Prince Amir Al Saud

System of Education in the Arab World

System of Education in the Arab World


Education is one of the essential factors in developing economies and wellbeing of nations. Education systems in the Arab World are far from impressive regardless of substantial increase in expenditures some Arab countries have invested during the last 20 years.


United Arab Emirates

In the UAE, Emiratis enjoy free education right from kindergarten all the way to a doctoral degree. Very few nations worldwide provide their citizens with complete education similar to what this Arab country does. The UAE government sent thousands of local students to foreign academic institutions for higher education overseas because post-secondary options in the Emirates were inadequate.
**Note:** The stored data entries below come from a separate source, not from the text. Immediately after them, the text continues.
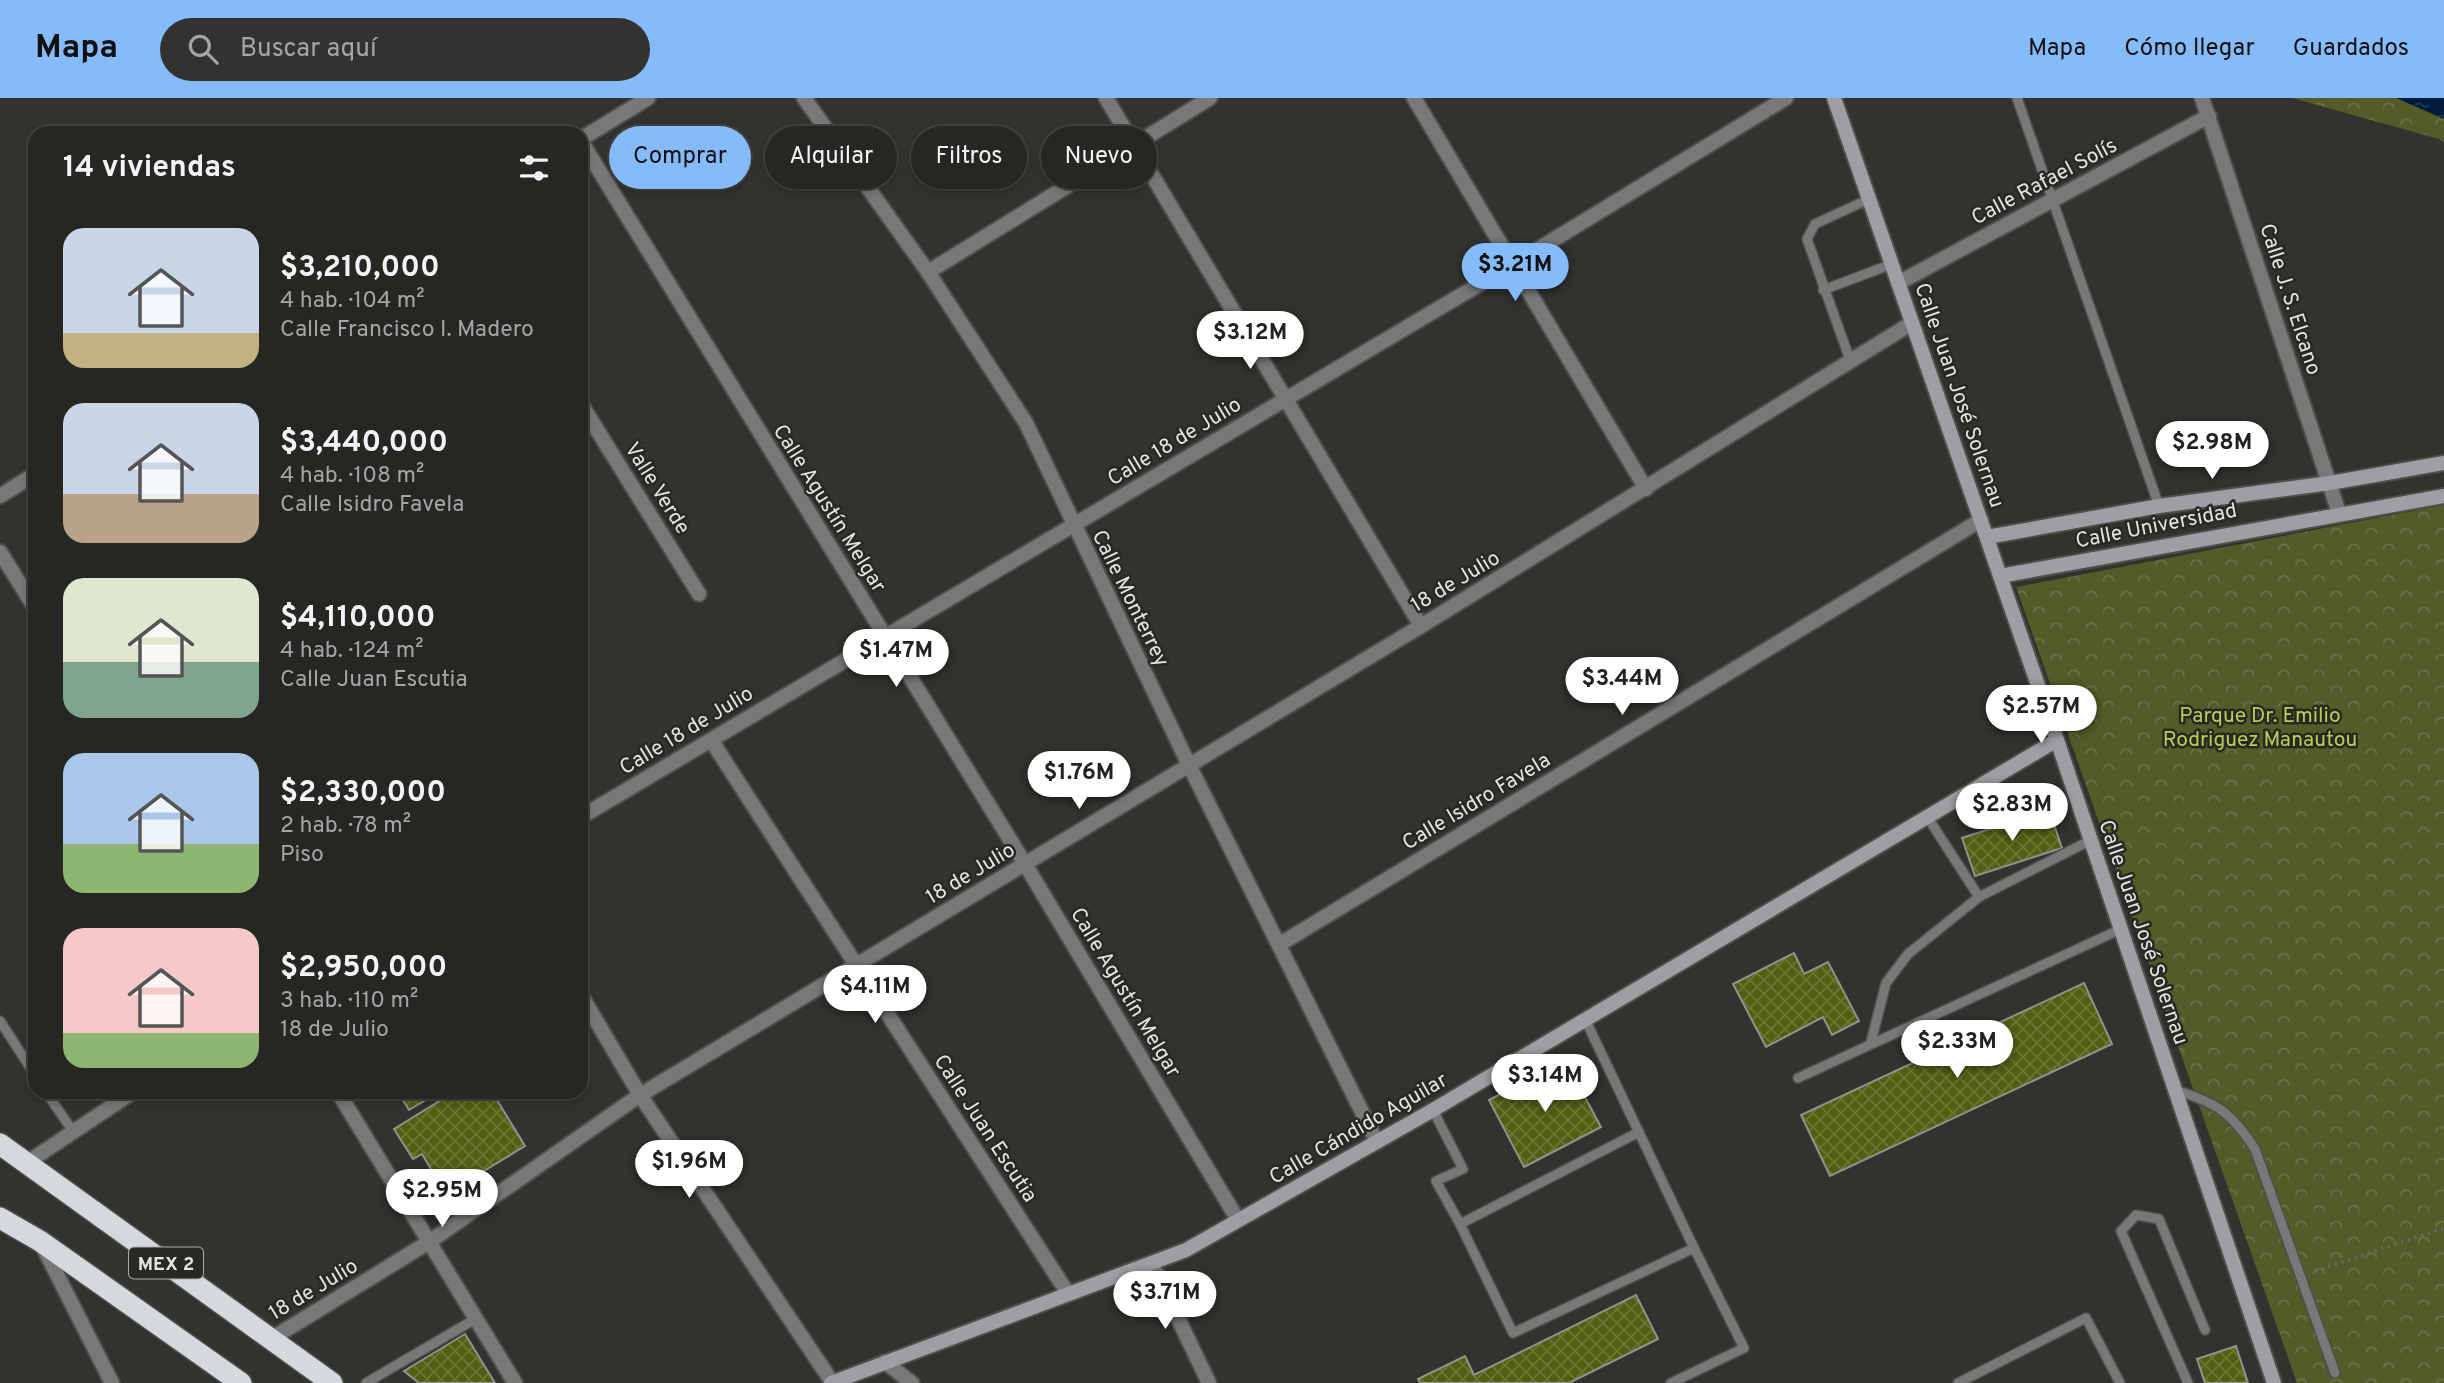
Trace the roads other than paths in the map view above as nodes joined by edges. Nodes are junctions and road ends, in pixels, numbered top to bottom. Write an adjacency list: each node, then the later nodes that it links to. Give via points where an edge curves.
1 (648, 98): 13 (street)
2 (804, 98): 21 (street, Calle Monterrey)
3 (1106, 98): 11 (street)
4 (1210, 98): 12 (street)
5 (1415, 98): 20 (street)
6 (1786, 98): 20 (street, Calle 18 de Julio)
7 (1834, 98): 17 (street, Calle Juan José Solernau)
8 (2017, 98): 18 (lane)
9 (2202, 98): 10 (street, Calle J. S. Elcano)
10 (2209, 116): 18 (street, Calle Rafael Solís); 30 (street, Calle J. S. Elcano)
11 (1123, 126)
12 (1157, 130)
13 (588, 136)
14 (588, 151): 44 (street, Calle Agustín Melgar)
15 (1157, 182): 26 (street)
16 (1062, 189): 21 (street)
17 (1869, 200): 19 (street, Calle Juan José Solernau); 23 (lane, via 1815,224 1807,239)
18 (2052, 200): 22 (street, Calle Rafael Solís); 34 (lane)
19 (1892, 264): 22 (street, Calle Juan José Solernau); 23 (lane)
20 (1513, 265): 26 (street, Calle 18 de Julio); 31 (street)
21 (928, 272): 37 (street, Calle Monterrey, via 1026,423)
22 (1899, 283): 24 (street, Calle Juan José Solernau)
23 (1824, 290): 25 (lane)
24 (1912, 323): 25 (street, 18 de Julio); 36 (street, Calle Juan José Solernau)
25 (1850, 360): 31 (street, 18 de Julio)
26 (1287, 399): 37 (street, Calle 18 de Julio); 43 (street)
27 (588, 415): 41 (street, Valle Verde)
28 (2444, 463): 30 (street, Calle Universidad)
29 (28, 478): 32 (street)
30 (2330, 484): 34 (street, Calle Universidad); 35 (street, Calle J. S. Elcano)
31 (1646, 489): 43 (street, 18 de Julio)
32 (0, 496)
33 (2444, 496): 35 (street, Calle Universidad)
34 (2159, 506): 38 (street, Calle Universidad)
35 (2339, 513): 40 (street, Calle Universidad)
36 (1981, 520): 38 (street, Calle Juan José Solernau); 54 (street, Calle Isidro Favela)
37 (1073, 525): 44 (street, Calle 18 de Julio); 47 (street, Calle Monterrey)
38 (1987, 537): 40 (street, Calle Juan José Solernau)
39 (0, 552): 42 (street)
40 (2000, 576): 46 (street, Calle Juan José Solernau)
41 (699, 594)
42 (28, 597)
43 (1421, 626): 47 (street, 18 de Julio)
44 (884, 635): 45 (street, Calle 18 de Julio); 51 (street, Calle Agustín Melgar)
45 (711, 740): 48 (street, Calle 18 de Julio); 55 (street, Calle Juan Escutia)
46 (2057, 740): 49 (street, Calle Cándido Aguilar); 50 (street, Calle Juan José Solernau)
47 (1189, 765): 51 (street, 18 de Julio); 54 (street, Calle Monterrey)
48 (588, 813)
49 (1928, 818): 52 (lane); 57 (street, Calle Cándido Aguilar)
50 (2091, 840): 52 (lane); 53 (street, Calle Juan José Solernau)
51 (1025, 864): 55 (street, 18 de Julio); 74 (street, Calle Agustín Melgar)
52 (1979, 897): 59 (lane, via 1900,963 1886,983)
53 (2121, 929): 59 (lane); 62 (street, Calle Juan José Solernau)
54 (1280, 944): 70 (street, Calle Monterrey)
55 (857, 965): 63 (street, 18 de Julio); 80 (street, Calle Juan Escutia)
56 (588, 1007): 63 (street)
57 (1585, 1019): 67 (street, Calle Cándido Aguilar); 69 (lane)
58 (0, 1021): 60 (lane)
59 (1871, 1042): 61 (lane)
60 (28, 1064)
61 (1798, 1078)
62 (2175, 1090): 85 (lane, via 2213,1102 2237,1121 2255,1149); 98 (street, Calle Juan José Solernau)
63 (640, 1095): 77 (street, 18 de Julio); 91 (street)
64 (51, 1099): 68 (lane)
65 (123, 1099): 68 (street)
66 (342, 1099): 77 (street)
67 (1433, 1110): 70 (street, Calle Cándido Aguilar); 75 (lane, via 1463,1169 1436,1181)
68 (72, 1130): 72 (street)
69 (1639, 1132): 75 (lane); 78 (lane)
70 (1377, 1142): 74 (street, Calle Cándido Aguilar)
71 (0, 1144): 72 (highway, MEX 2)
72 (28, 1162): 83 (highway, MEX 2)
73 (0, 1218): 76 (highway, MEX 2)
74 (1238, 1220): 79 (street, Calle Cándido Aguilar)
75 (1461, 1224): 78 (lane, via 1513,1334)
76 (40, 1241): 86 (street); 87 (highway, MEX 2)
77 (429, 1242): 81 (street); 83 (street, 18 de Julio)
78 (1694, 1248): 94 (lane, via 1744,1348)
79 (1152, 1264): 80 (street, Calle Cándido Aguilar); 93 (street)
80 (1067, 1292): 84 (street, Calle Cándido Aguilar)
81 (477, 1318): 89 (lane); 90 (street)
82 (2206, 1330): 97 (lane, via 2159,1219 2137,1215 2121,1231)
83 (271, 1339): 88 (highway, MEX 2)
84 (885, 1362): 91 (street, Calle Cándido Aguilar); 92 (street)
85 (2335, 1373)
86 (112, 1383)
87 (241, 1383)
88 (332, 1383)
89 (366, 1383)
90 (515, 1383)
91 (832, 1383)
92 (912, 1383)
93 (1209, 1383)
94 (1671, 1383)
95 (1958, 1383): 96 (lane, via 2086,1318)
96 (2120, 1383)
97 (2188, 1383)
98 (2274, 1383)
After this, it invested heavily to upgrade its system of higher education so UAE citizens can now earn university degrees in private and public institutions within the country. Private schools ensure that young people can get decent education and become adept in the English language. On the other hand, learners in public schools are quite limited in terms of studying English. Many families prefer private schools since private education is a guarantee their children will receive better edification.


The government of Abu Dhabi started to overhaul its school structure in 2010 with the Abu Dhabi Educational Council taking the lead in educational transformation. This new model envisions bilingual mentors and teachers. An estimated Dh80, 000 is spent for every student included in the program. There have been good results so far with school children in the first Cycle (Grades 1 up to 5) as parents maintain their English improved remarkably.


Saudi Arabia

Saudi Arabia’s educational policy is meant to ensure that learning becomes highly efficient for its citizens. The government’s program also hopes to fulfill religious and socio-economic requirements of the nation as well as wipe out illiteracy among adults. Several government agencies are involved in planning, implementation and supervision of the overall public education platform in Saudi Arabia.

The Ministry of Education prescribes guidelines for the private and public educational system and administers special education for those with physical and mental disorders. Early in 2003 the General Presidency for Girls' Education was dissolved and its functions taken over by the Ministry, to administer the girls' schools and colleges, supervise kindergartens and nursery schools and sponsor literacy programs for females. On the other hand, the General Organization for Technical Education and Vocational Training implements and coordinates manpower development plans. This agency also manages educational training facilities. 


Despite the problems, the reformed public education system in the Kingdom resulted in significant transformations. The revised curriculum addresses the problem of repetitive teaching in public schools. The teacher has become a facilitator while lessons were packaged in a more coherent open approach that balances skills in reading, writing, speaking, and listening.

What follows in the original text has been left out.